Dennis was a big, big-hearted Dutchman, who gave many wonderful people the closest thing to a sense of ‘home’ and ‘family’ they ever had. Like many queer people I know who grew up feeling orphaned and alone, he was a natural mentor. He was the least sterotypical anything I have every known, a constant reminder of the freedom which so many never tap into, to create your own unique way of being in the world.
He was a man of strong opinons and definite tastes, a master chef, and, along with my dear Bob, the creator of the Café Cameleon, by far the freest, hippest establishment I have ever had the pleasure to frequent, and frequent it I did, savoring the unlikely mix of skinheads, queers, old people, students, artists of all kinds, the walls always alive with new work, and the most amazing variety of live shows, from local punk bands to European theatre troupes the Café seemed to draw free spirits to it with amazing consistency.
It was driven out of business by greedy landlords, an earthquake, and an unfriendly local government, which aspired (and still does) to turn Santa Cruz into some bland suburb.
They won’t succeed, if I have anything to say about it.
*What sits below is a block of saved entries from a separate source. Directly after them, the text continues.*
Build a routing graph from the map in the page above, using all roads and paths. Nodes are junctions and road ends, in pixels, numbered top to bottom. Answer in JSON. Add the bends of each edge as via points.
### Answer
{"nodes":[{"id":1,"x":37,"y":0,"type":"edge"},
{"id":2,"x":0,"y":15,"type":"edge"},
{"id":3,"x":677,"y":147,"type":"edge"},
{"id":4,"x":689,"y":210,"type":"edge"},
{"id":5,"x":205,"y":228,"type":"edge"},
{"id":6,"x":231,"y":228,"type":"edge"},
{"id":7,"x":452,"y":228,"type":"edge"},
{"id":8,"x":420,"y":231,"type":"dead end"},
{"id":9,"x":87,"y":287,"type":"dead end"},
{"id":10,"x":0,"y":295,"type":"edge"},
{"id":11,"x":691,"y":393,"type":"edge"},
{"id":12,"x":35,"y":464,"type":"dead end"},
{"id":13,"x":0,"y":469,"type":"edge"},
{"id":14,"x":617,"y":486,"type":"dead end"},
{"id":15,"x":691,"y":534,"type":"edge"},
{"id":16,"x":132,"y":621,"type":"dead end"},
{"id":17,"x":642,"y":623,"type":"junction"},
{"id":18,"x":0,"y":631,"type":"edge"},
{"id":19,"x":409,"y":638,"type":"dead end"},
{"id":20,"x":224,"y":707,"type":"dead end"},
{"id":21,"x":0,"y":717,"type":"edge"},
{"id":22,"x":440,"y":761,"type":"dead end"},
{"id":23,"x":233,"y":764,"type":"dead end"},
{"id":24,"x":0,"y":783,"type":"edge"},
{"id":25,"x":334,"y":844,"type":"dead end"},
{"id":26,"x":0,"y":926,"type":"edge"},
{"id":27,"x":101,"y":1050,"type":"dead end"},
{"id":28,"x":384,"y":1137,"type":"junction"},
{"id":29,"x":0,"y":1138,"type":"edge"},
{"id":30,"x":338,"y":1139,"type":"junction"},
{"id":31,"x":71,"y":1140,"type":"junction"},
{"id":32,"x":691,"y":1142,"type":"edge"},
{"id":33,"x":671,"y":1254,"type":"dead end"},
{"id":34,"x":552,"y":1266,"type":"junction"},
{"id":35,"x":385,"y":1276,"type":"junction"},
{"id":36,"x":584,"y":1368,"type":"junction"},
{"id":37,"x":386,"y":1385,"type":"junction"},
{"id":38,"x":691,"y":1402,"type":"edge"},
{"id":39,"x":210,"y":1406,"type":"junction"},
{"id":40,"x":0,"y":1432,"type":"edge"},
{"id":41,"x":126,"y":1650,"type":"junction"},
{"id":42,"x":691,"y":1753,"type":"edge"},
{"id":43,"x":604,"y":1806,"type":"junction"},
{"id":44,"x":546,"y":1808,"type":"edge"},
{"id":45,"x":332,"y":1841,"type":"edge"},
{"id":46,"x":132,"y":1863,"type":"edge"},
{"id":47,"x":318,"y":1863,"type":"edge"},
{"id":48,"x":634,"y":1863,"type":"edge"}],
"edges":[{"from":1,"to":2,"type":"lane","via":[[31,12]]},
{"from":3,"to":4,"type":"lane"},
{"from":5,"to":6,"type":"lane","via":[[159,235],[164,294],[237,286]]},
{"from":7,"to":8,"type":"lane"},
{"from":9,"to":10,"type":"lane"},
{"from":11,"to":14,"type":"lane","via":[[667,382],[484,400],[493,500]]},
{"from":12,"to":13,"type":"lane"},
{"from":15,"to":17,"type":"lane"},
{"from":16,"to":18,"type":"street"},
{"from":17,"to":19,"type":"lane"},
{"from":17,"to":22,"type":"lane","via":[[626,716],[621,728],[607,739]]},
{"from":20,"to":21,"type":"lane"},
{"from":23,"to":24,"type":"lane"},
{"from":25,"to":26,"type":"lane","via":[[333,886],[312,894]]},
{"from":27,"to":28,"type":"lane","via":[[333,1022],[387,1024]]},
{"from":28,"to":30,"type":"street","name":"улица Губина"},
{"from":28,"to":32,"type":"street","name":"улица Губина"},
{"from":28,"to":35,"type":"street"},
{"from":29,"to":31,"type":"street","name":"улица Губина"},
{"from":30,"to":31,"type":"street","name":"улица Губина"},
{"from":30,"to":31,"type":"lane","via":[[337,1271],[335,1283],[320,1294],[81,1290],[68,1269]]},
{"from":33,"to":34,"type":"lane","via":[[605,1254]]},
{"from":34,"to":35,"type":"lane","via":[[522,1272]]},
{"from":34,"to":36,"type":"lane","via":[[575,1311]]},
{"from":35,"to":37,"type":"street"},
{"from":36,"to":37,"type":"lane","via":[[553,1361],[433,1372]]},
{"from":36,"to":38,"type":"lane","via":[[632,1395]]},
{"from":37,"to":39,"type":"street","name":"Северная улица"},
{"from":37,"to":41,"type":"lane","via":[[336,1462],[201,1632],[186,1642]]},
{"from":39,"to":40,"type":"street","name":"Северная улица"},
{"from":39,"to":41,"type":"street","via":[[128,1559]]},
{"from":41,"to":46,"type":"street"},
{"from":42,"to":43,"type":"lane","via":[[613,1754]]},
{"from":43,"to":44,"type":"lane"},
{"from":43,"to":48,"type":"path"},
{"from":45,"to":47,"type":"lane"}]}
How do you honor a life? How do you thank someone like Dennis Du Bois for the amazing display of creativity and good will he brought into the world? How else but to strive to pass on the gifts he shared with us in our own lives? To make a place in the world around us where people of good will feel welcome and safe?
It’s the lesson of my mother’s death all over again. They actually died in the same room at the hospital. But I was not there for Dennis’ death, or feel the need to be. He is no less near and dear to me than if he were right here, sitting next to me.